From confluent human iPS cells to self-forming neural retina and retinal pigmented epithelium

Authors:
Reichman S, Terray A, Slembrouck A, Nanteau C, Orieux G, Habeler W, Nandrot EF, Sahel JA, Monville C, Goureau O
In:
Source: Proc Natl Acad Sci USA
Publication Date: (2014)
Issue: 111(23): 8518-23
Research Area:
Stem Cells
Cells used in publication:
Fibroblast, dermal(NHDF-Ad), human adult
Species: human
Tissue Origin: dermal
Epithelial, retinal pigment (RPE), human
Species: human
Tissue Origin: eye
Experiment

adult human fibroblasts 1x10e6/sample, P2, DT-130, co-transfection of 3 plasmids, plated 5x10e4/cm2 on MEF-feeder; after 4 days switch to modified ReproStem media; after 30-40d iPS colonies;

Abstract

Progress in retinal-cell therapy derived from human pluripotent stem cells currently faces technical challenges that require the development of easy and standardized protocols. Here, we developed a simple retinal differentiation method, based on confluent human induced pluripotent stem cells (hiPSC), bypassing embryoid body formation and the use of exogenous molecules, coating, or Matrigel. In 2 wk, we generated both retinal pigmented epithelial cells and self-forming neural retina (NR)-like structures containing retinal progenitor cells (RPCs). We report sequential differentiation from RPCs to the seven neuroretinal cell types in maturated NR-like structures as floating cultures, thereby revealing the multipotency of RPCs generated from integration-free hiPSCs.
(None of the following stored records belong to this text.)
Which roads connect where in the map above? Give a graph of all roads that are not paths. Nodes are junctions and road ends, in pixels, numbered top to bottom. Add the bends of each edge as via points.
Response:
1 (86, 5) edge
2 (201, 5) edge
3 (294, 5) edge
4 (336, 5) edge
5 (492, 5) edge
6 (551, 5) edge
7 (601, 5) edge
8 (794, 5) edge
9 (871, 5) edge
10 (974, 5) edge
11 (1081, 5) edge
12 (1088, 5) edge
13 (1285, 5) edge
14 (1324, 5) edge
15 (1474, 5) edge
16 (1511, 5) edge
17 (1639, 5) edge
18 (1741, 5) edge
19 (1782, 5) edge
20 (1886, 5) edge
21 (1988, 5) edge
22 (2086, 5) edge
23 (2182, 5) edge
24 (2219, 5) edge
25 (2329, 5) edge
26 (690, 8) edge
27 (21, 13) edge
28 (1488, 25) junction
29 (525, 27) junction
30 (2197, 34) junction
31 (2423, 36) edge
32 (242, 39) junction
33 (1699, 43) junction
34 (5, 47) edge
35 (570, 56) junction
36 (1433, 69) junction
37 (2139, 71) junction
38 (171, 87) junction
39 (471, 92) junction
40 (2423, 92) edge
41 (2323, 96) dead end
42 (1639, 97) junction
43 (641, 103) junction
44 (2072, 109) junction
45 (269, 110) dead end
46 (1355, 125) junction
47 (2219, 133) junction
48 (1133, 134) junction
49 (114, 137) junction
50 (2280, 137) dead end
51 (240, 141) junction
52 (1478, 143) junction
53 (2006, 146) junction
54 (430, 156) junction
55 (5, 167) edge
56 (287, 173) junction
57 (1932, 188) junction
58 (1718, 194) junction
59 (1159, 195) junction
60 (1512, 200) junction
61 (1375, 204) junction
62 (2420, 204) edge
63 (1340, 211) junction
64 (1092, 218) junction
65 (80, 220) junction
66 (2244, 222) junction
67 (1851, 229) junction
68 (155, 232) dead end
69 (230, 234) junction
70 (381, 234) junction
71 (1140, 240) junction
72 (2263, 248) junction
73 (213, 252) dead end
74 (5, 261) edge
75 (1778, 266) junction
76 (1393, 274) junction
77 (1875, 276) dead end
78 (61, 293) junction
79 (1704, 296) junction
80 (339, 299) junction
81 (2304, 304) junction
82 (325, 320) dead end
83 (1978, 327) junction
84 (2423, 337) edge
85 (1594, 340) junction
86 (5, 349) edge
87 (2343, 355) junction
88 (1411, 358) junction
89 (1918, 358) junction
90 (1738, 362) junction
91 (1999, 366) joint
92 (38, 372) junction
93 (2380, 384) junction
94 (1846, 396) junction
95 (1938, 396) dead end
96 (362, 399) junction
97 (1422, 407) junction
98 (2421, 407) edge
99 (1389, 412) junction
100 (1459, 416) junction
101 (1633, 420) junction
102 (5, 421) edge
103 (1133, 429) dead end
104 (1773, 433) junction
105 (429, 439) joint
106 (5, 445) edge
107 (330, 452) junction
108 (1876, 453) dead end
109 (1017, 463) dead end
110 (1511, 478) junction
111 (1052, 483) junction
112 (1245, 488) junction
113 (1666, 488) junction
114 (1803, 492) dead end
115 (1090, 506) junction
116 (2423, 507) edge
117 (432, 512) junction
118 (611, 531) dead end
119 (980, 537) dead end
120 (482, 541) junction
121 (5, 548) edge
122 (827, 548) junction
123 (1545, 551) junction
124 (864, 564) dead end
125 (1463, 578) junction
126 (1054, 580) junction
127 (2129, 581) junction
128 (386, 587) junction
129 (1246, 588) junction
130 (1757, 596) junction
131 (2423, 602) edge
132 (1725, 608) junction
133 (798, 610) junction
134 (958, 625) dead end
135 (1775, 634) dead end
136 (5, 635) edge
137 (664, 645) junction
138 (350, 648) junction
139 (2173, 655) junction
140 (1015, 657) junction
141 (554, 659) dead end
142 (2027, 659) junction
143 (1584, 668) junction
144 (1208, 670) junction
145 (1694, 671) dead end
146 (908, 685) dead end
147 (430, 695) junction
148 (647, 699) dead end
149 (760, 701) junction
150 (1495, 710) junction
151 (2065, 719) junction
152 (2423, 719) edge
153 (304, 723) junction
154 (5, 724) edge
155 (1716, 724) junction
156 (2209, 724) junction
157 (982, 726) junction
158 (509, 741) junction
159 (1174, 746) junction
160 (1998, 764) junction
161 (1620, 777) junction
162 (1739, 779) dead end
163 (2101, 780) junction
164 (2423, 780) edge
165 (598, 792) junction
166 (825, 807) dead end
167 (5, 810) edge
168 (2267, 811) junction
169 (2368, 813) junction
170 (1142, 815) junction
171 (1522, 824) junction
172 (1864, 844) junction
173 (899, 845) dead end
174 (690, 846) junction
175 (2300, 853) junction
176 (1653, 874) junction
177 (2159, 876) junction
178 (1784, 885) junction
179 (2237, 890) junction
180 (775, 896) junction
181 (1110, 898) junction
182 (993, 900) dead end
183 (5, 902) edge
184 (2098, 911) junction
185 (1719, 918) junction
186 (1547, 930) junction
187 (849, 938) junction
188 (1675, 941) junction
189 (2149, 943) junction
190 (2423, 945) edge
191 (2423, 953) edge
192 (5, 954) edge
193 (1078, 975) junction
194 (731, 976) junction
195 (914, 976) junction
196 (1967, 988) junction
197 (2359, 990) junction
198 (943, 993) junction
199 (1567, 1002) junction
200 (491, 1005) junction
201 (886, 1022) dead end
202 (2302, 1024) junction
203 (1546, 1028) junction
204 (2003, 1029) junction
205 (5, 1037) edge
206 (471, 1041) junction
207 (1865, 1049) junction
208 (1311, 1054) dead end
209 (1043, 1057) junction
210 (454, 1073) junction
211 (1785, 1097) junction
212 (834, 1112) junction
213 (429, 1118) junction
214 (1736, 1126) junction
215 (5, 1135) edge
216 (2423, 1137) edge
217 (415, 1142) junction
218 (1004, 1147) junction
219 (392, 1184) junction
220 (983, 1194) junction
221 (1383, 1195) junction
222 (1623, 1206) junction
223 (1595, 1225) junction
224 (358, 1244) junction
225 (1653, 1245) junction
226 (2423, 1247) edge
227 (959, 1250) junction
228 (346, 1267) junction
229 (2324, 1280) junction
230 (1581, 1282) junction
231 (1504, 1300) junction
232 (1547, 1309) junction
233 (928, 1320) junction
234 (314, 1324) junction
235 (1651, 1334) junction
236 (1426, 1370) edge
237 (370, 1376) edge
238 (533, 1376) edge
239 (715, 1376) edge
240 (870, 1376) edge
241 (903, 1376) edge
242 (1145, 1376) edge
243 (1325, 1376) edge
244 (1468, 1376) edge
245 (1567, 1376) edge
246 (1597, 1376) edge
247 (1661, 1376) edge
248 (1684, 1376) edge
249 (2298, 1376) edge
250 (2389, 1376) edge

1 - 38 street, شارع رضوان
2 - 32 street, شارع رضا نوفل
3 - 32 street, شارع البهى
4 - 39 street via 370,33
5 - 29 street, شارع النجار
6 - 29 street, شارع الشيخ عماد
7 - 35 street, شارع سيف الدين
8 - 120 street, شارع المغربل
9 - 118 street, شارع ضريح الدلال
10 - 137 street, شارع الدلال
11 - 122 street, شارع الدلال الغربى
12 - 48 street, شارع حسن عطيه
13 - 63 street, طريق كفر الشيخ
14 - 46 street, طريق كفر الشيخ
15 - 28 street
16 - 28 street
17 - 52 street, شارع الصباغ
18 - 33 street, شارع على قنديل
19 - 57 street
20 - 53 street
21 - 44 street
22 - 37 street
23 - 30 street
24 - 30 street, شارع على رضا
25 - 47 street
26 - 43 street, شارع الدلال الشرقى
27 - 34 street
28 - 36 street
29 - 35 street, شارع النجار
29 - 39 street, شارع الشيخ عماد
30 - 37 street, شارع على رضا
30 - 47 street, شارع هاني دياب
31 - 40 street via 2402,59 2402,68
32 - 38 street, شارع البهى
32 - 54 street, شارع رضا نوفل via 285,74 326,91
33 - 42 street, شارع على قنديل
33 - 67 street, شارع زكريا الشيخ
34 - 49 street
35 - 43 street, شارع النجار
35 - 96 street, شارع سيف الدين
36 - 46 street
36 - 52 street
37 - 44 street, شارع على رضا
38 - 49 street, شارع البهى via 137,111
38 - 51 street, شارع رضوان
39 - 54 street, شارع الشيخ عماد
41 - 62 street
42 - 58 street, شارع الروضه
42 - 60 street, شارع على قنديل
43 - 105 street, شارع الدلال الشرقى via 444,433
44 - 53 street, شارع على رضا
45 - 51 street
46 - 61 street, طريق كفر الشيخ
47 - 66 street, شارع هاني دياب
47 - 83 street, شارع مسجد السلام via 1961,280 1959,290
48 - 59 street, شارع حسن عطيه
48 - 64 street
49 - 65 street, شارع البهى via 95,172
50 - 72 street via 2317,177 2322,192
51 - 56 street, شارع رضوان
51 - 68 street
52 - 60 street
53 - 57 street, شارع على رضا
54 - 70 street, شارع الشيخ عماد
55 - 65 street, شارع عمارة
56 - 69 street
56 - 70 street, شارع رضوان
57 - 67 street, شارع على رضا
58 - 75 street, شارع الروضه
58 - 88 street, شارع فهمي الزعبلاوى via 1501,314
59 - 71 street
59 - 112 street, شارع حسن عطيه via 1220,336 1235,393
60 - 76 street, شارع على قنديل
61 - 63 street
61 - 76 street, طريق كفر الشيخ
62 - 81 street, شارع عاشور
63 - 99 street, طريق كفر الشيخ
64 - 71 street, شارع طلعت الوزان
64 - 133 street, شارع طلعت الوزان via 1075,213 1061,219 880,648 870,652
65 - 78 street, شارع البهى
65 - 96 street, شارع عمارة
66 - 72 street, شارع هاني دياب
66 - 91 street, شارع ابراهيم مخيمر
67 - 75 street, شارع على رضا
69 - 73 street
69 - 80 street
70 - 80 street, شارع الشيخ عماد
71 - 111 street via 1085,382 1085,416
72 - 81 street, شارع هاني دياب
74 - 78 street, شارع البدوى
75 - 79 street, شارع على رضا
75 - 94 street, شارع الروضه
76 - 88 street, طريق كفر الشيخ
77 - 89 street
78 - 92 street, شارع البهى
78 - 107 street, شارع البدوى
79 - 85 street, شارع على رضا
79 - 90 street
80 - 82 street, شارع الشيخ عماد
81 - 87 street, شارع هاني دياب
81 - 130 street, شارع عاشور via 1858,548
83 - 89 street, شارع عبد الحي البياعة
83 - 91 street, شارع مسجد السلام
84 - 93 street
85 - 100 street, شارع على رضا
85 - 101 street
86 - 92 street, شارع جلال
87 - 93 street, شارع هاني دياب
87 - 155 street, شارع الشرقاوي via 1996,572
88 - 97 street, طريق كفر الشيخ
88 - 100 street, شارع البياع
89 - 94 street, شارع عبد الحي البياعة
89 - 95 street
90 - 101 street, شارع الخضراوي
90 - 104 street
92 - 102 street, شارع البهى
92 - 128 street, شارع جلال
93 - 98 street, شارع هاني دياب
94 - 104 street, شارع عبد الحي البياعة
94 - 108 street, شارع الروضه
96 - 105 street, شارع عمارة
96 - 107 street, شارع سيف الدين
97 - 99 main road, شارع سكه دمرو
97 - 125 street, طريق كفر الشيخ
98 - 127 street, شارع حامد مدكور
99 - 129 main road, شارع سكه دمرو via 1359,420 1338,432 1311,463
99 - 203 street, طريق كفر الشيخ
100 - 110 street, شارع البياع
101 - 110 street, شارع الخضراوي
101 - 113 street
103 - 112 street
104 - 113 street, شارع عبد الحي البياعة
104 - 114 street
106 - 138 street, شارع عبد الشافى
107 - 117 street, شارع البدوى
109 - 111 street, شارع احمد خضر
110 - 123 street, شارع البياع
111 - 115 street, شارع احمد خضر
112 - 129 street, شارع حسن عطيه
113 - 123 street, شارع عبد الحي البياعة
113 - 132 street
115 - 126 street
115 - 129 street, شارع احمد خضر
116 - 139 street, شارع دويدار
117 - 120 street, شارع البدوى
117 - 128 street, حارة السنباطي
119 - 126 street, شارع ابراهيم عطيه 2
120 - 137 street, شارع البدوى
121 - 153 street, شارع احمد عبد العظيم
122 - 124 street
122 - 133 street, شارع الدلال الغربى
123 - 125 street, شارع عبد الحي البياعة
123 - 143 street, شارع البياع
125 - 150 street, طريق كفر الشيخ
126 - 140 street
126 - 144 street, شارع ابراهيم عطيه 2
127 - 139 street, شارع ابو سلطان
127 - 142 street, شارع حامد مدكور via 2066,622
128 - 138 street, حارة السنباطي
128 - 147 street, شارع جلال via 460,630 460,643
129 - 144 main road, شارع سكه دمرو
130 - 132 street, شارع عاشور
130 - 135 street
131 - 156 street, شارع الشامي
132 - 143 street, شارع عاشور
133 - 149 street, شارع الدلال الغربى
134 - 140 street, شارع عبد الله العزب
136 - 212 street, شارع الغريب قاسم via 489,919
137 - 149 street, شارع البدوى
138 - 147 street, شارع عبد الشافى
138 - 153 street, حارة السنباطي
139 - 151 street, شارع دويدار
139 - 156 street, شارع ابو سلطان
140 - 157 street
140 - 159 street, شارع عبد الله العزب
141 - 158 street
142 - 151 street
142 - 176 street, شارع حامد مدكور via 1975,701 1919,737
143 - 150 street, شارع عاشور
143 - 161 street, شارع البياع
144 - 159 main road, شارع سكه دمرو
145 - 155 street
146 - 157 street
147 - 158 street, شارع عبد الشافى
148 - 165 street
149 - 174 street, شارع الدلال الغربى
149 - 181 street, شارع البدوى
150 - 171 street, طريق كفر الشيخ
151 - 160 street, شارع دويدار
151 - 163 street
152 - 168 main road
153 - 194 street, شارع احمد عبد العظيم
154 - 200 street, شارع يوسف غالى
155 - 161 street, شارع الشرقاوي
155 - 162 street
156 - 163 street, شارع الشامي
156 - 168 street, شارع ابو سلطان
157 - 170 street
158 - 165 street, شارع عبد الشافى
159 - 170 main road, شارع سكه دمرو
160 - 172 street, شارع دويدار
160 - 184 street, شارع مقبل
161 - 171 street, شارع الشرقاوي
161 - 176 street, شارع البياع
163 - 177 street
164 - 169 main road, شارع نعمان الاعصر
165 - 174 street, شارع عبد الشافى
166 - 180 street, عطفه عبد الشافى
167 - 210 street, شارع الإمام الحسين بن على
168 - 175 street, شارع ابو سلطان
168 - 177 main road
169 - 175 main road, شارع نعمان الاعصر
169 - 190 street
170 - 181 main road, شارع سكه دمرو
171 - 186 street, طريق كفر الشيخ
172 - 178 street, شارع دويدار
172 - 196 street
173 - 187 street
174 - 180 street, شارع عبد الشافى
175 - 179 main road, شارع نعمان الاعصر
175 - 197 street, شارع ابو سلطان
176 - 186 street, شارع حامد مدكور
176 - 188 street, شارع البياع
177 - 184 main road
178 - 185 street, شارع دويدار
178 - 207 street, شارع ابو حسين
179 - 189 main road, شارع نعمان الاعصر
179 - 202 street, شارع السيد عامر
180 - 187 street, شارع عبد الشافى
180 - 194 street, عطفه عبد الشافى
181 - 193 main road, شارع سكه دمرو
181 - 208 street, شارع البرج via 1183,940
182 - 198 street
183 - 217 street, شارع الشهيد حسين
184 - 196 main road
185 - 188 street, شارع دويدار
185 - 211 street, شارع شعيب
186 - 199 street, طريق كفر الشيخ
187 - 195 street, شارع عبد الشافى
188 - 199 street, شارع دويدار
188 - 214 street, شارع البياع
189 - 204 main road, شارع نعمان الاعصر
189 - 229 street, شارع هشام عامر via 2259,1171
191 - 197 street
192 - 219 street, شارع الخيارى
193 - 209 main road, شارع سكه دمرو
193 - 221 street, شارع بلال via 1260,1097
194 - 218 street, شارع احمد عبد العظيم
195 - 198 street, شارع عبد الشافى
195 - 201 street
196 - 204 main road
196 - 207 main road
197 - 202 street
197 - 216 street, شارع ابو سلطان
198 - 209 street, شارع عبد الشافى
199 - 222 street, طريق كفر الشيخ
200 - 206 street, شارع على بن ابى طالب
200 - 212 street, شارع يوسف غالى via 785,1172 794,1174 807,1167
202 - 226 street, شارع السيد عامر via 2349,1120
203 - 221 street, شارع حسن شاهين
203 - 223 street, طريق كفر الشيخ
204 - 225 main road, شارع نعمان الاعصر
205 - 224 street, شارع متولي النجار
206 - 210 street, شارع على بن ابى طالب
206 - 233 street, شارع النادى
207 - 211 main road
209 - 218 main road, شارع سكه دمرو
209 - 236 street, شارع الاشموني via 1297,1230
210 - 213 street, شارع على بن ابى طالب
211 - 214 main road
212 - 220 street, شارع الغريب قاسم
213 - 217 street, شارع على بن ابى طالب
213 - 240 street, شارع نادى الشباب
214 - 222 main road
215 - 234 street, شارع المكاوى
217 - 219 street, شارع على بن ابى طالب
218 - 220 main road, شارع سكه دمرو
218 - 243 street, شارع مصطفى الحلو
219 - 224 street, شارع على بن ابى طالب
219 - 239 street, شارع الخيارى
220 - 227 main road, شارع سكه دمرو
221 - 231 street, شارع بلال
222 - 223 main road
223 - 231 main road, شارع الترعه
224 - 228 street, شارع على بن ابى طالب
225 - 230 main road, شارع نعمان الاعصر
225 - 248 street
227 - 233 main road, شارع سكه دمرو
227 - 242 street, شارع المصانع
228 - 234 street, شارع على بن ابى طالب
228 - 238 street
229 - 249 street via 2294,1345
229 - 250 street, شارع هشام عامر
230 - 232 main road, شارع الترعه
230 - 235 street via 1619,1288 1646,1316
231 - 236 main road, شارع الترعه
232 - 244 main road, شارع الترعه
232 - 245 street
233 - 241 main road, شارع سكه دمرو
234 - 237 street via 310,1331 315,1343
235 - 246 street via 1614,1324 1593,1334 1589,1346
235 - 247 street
Furthermore, Notch pathway inhibition boosted the generation of photoreceptor precursor cells, crucial in establishing cell therapy strategies. This innovative process proposed here provides a readily efficient and scalable approach to produce retinal cells for regenerative medicine and for drug-screening purposes, as well as an in vitro model of human retinal development and disease.